Efficient methods of wind power production forecasting are crucial for the integration of such renewable forms of energy into the electrical grid. Currently, three main criteria stand for the deployment of efficient artificial intelligence (AI) and machine learning (ML) algorithms into the field for such types of forecasting: accuracy, cost-effectiveness, and practical data obtainment. Though many state-of-the-art forecasting models in the field are highly accurate, most use weather data inputs such as wind speed and direction. However, cost-effectiveness and practical data obtainment are not yet widely considered, despite both being crucial obstacles to the actual deployment of such forecasting models. There are numerous issues with weather data which make it costly and impractical. Thus, this study proposes an alternate data source: past power production data, to predict future power production. 10 minutes of past power production data are used to predict the next 10 minutes of future power production. The freely available ‘Wind Turbine Scada Dataset’ is used from Kaggle.com, and results of this study are compared with state-of-the-art weather-based models from Kaggle’s top-voted submission. The coefficient of determination (r2) is used as the metric to evaluate accuracy between the two studies. All of the models of this study outperformed the state-of-the-art Kaggle submission, with the highest r2 score of 0.97 with a simple neural network.
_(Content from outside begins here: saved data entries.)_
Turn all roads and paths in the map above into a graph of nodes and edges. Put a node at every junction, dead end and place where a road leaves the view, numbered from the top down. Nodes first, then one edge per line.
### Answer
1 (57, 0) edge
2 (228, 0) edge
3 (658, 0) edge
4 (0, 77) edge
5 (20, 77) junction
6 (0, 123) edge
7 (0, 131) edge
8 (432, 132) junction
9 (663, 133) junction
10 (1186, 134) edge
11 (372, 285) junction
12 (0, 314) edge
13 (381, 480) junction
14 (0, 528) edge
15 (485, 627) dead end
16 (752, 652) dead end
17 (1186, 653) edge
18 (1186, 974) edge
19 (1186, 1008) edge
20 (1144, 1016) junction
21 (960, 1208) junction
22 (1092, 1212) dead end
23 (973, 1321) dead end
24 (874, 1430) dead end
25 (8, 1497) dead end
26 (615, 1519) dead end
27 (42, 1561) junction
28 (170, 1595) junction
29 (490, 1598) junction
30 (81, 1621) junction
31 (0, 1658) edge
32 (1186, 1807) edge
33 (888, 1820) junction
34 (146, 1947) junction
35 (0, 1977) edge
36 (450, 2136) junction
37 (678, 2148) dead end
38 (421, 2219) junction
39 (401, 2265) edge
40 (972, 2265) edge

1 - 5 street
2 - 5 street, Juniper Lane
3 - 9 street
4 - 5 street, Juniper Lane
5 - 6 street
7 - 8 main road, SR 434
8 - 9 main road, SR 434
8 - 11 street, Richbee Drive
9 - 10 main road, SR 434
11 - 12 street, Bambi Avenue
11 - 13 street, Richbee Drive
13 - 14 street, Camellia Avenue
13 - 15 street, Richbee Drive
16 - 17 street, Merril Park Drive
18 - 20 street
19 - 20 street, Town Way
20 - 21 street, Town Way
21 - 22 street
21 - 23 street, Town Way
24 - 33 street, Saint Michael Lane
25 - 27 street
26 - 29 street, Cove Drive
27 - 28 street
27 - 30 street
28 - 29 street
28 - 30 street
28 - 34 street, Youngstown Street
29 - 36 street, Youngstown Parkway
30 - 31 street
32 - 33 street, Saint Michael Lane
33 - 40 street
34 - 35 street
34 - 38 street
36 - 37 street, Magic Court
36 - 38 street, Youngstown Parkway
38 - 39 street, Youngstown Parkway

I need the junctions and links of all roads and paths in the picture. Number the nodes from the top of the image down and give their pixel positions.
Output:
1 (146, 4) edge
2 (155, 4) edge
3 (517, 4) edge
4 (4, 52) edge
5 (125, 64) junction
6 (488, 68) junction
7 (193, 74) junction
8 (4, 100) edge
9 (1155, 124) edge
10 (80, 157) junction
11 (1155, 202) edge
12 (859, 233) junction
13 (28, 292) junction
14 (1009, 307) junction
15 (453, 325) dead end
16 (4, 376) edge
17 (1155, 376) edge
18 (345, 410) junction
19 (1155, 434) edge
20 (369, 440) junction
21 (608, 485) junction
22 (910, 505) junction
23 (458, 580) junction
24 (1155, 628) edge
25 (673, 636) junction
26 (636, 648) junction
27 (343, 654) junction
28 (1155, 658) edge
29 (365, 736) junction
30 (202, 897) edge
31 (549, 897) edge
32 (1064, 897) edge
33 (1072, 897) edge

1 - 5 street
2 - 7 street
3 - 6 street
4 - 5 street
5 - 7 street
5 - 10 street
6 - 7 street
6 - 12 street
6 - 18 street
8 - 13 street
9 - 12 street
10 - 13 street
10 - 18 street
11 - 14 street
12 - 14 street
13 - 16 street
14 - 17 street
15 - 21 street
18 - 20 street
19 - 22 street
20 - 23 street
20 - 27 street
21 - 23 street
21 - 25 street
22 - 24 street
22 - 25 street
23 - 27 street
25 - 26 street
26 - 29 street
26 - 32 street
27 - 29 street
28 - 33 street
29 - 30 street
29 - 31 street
Thus, by checking all three criteria of high accuracy, cost-effectiveness, and practicality of data obtainment, this study proposes a novel, highly-efficient for wind power production forecasting, which can be deployed in wind farms quite simply to further accelerate the integration of such renewable forms of energy into the electrical grid.

Keywords: Wind energy, power production forecasting, artificial intelligence, machine learning, practicality, cost-effectiveness


Being able to forecast power generation for any energy system is crucial to its smooth operation, and for the integration of renewable forms of energy such as wind energy into the electrical grid, efficient forecasting methods are of paramount importance (Saroha et al., 2021). In 2020 alone, globally onshore wind electricity generation increased by 11%, and offshore wind generation increased by 29% (International Energy Agency, 2021). However, like other forms of renewable energy (such as solar energy), wind power generation can be volatile as it is dependent on weather conditions. As the supply of wind farms continues to grow at an accelerating pace globally, a crucial demand also stands for highly efficient forecasting methods for wind power generation (Saroha et al., 2021).

As machine learning (ML) and artificial intelligence (AI) continue to be applied to this field, three key evaluation criteria stand to judge the practical implementation of such forecasting models in current energy systems: the accuracy of the forecast, the cost-effectiveness of the forecast, and the practical obtainment of the type of data required. All of these factors are equally important for the practical deployment of such models (Saroha et al., 2021).

Currently, state-of-the-art AI models for wind power forecasting are mostly reliant on input data such as wind speed, wind directions, and sometimes other weather/meteorological data (Music et al., 2018). However, there are numerous issues with obtaining these kinds of weather data from external companies. For example, a study by Ordiano et al. (2016) focusing on solar energy highlights the issues with obtaining weather data on a daily basis to run these models: first, purchasing this data from weather data companies creates high, additional costs for the maintenance of such models, decreasing profitability; second, constant communication with weather data services are needed to run such models, however, in the case of communication failures, these weather-based AI forecasting models come to a halt and are unable to continue operating (Ordiano et al., 2016).

Although the aforementioned study focuses on solar power production forecasting, the same type of data (weather data) is used for wind power production forecasting. Thus, the same issues ultimately apply to wind power production forecasting as well. Although most wind farms may use anemometers (a measuring tool which measures wind speed and wind pressure), the issue is that they can only take measurements in real time ​​(National Geographic Society, 2011). Thus, for crucial forecasts (predictions ahead of time), assistance from weather data services can be highly important, and the same issues as with solar power production forecasting as mentioned by Ordiano et al. (2016) remain.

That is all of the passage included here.